Last week I was reading the third volume of Marcel Proust’s A La Recherche du Temps Perdu: The Guermantes Way. And it’s brilliant. I can see how people think Marcel Proust is the greatest writer who ever lived. He’s unique, and if the way he’s unique tickles your fancy, he’s your boy. But I was having a rough slog going through another one of the fashionable salons where everybody starts to blend together into one, mostly contemptible, lot.

It was enough to send me searching for something completely different. In a book store in Grand Central Station I ran into an old friend named Kurt Vonnegut, Jr.

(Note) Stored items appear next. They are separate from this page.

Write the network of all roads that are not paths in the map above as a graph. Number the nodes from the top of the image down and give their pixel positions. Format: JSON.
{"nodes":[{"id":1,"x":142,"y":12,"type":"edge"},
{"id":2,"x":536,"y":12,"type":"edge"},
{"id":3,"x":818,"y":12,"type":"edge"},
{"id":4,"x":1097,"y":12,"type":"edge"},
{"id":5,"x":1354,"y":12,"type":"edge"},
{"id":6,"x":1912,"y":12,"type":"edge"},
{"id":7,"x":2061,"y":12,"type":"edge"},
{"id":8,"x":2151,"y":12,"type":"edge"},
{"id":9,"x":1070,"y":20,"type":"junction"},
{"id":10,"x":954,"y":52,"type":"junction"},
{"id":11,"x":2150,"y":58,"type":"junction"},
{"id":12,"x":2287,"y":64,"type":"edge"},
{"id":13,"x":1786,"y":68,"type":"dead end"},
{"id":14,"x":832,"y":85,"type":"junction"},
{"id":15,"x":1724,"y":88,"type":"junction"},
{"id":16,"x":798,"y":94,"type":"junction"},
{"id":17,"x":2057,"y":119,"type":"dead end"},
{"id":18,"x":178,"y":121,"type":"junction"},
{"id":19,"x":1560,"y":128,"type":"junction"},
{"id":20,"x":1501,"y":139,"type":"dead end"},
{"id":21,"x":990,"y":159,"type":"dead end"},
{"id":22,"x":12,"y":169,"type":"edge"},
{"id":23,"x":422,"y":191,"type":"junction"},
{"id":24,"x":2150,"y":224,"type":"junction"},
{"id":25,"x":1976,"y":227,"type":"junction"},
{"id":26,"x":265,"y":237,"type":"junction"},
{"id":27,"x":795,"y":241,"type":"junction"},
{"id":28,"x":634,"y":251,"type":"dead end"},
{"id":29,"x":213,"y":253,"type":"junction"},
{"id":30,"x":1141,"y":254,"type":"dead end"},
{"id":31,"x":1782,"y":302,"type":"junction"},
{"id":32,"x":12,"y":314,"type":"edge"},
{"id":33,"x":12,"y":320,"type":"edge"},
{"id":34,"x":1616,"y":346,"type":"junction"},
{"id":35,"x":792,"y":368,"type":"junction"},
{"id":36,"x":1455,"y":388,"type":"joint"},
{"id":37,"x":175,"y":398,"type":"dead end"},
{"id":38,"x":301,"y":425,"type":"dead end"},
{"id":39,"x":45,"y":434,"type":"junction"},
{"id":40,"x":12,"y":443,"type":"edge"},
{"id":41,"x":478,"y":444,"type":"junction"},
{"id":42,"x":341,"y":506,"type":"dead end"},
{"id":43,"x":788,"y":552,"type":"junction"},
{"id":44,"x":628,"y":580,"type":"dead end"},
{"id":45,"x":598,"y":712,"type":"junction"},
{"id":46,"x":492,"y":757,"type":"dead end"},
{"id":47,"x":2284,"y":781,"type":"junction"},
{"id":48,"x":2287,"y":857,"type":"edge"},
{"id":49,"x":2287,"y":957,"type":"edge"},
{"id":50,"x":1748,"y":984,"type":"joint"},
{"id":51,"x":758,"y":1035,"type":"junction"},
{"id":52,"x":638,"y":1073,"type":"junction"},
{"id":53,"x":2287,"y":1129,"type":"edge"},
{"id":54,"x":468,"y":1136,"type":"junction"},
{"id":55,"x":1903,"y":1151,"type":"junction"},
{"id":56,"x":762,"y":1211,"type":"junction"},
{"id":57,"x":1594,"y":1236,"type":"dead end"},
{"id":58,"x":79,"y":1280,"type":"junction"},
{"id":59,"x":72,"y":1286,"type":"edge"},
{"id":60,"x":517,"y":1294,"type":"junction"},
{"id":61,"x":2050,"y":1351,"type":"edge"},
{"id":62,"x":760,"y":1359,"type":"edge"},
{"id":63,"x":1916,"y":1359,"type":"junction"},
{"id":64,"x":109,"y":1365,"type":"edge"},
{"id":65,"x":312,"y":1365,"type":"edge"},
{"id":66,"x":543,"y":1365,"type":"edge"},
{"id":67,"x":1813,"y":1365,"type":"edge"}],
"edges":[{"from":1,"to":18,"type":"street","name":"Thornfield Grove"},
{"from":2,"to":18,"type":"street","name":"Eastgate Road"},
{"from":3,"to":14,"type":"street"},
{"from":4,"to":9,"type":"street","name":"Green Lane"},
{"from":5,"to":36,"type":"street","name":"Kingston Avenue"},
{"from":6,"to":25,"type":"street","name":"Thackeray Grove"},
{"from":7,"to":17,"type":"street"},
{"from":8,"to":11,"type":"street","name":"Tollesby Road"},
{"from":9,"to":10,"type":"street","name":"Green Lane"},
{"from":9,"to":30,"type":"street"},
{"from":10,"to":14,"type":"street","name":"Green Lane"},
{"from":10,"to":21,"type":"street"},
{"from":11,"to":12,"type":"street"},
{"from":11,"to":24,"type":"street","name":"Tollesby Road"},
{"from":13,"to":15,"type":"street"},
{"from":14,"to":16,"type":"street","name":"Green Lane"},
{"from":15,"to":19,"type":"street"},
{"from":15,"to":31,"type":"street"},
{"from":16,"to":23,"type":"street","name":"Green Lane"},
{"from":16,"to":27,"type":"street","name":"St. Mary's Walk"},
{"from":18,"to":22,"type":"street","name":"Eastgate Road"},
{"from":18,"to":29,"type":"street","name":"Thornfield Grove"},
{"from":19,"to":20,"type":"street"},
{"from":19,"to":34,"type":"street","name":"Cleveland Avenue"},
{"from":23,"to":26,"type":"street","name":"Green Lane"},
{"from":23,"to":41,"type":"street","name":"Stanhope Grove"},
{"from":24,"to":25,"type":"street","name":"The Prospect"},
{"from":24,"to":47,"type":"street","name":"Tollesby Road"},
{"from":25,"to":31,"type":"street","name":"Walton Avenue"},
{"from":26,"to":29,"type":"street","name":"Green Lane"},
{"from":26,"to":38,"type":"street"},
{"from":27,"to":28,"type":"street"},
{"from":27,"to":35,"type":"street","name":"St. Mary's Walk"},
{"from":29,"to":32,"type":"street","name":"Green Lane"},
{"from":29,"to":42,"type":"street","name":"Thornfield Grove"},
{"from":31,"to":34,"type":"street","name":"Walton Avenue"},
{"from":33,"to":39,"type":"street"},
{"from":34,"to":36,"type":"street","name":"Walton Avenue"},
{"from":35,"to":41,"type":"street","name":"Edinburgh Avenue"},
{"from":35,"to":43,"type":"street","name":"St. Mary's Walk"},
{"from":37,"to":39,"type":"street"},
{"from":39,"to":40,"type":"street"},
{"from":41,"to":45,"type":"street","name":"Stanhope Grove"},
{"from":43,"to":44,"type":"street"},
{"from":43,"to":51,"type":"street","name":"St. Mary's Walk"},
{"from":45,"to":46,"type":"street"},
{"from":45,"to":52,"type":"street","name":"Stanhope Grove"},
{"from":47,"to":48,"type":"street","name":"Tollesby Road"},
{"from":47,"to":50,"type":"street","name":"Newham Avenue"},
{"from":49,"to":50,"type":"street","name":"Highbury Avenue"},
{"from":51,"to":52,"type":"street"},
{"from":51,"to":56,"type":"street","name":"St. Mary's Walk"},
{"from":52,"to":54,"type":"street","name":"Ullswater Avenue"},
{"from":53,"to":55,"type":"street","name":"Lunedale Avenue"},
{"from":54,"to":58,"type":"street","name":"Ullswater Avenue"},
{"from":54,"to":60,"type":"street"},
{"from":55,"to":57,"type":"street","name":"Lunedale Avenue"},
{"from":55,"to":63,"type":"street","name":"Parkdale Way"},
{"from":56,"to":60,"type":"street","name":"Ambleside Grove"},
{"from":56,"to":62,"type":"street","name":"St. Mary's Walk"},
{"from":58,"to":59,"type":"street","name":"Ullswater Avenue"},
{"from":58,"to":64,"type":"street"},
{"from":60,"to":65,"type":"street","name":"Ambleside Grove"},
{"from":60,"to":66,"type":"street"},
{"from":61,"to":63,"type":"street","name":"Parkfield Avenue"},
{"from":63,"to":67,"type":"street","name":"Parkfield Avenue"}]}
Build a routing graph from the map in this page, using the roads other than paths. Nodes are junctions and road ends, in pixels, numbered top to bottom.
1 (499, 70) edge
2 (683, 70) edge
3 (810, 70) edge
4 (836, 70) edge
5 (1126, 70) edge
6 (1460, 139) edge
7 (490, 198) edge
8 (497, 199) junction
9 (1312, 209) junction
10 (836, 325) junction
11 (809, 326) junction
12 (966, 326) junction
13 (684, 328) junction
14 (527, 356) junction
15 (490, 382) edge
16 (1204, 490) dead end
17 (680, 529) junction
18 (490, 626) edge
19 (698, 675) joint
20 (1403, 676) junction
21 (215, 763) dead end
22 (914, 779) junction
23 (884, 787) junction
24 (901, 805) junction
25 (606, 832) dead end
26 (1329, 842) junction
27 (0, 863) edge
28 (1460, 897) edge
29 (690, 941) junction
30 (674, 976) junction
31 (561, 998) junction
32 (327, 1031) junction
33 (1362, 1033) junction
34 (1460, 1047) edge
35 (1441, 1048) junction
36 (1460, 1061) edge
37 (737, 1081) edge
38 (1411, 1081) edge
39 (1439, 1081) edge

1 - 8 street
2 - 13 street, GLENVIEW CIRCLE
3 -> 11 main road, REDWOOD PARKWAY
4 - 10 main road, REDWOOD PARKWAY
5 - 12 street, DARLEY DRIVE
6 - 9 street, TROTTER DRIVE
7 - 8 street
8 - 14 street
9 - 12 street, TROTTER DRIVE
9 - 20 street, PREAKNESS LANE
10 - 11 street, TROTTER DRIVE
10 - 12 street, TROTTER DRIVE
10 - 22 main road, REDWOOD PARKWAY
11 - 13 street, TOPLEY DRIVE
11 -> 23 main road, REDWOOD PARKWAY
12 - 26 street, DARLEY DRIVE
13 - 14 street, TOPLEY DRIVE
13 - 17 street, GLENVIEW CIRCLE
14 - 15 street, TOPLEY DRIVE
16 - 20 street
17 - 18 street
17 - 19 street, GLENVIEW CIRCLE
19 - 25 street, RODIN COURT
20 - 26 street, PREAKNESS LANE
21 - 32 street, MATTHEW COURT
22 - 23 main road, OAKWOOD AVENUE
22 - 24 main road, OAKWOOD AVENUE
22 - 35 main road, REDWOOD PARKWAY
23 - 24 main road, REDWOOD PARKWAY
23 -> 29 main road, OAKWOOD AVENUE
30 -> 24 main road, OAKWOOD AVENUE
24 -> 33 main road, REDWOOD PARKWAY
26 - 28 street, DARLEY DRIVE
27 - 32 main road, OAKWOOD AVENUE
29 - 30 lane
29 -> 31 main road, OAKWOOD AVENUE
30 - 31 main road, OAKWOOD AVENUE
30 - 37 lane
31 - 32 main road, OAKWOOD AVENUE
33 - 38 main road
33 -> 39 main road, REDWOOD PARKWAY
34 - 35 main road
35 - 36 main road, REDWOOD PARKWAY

My favorite writers – Vonnegut, Dostoyevsky, and Poe – all write about the same thing: insanity. The insanity of individuals and the collective insanity we’ve created and named reality.  The Telltale Heart and Crime and Punishment go to places that still freak me out. But the book that changed me, when I was still in high school, was Kurt Vonnegut’s Slaughterhouse-Five. To this day, I’ve never read a better book.

Consider this:

Rosewater said an interesting thing to Billy one time about a book that wasn’t science fiction. He said that everything there was to know about life was in The Brothers Karamazov, by Fyodor Dostoevsky. “But that isn’t enough anymore,” said Rosewater.

Followed immediately by:

Another time Billy heard Rosewater say to a psychiatrist, “I thing you guys are going to have to come up with a lot of wonderful new lies, or people just aren’t going to want to go on living.”


Q:  What’s the largest three-day massacre in the history of Europe? Hint:

A: If you guessed The Fire-Bombing of Dresden, advance your piece three spaces. Well done.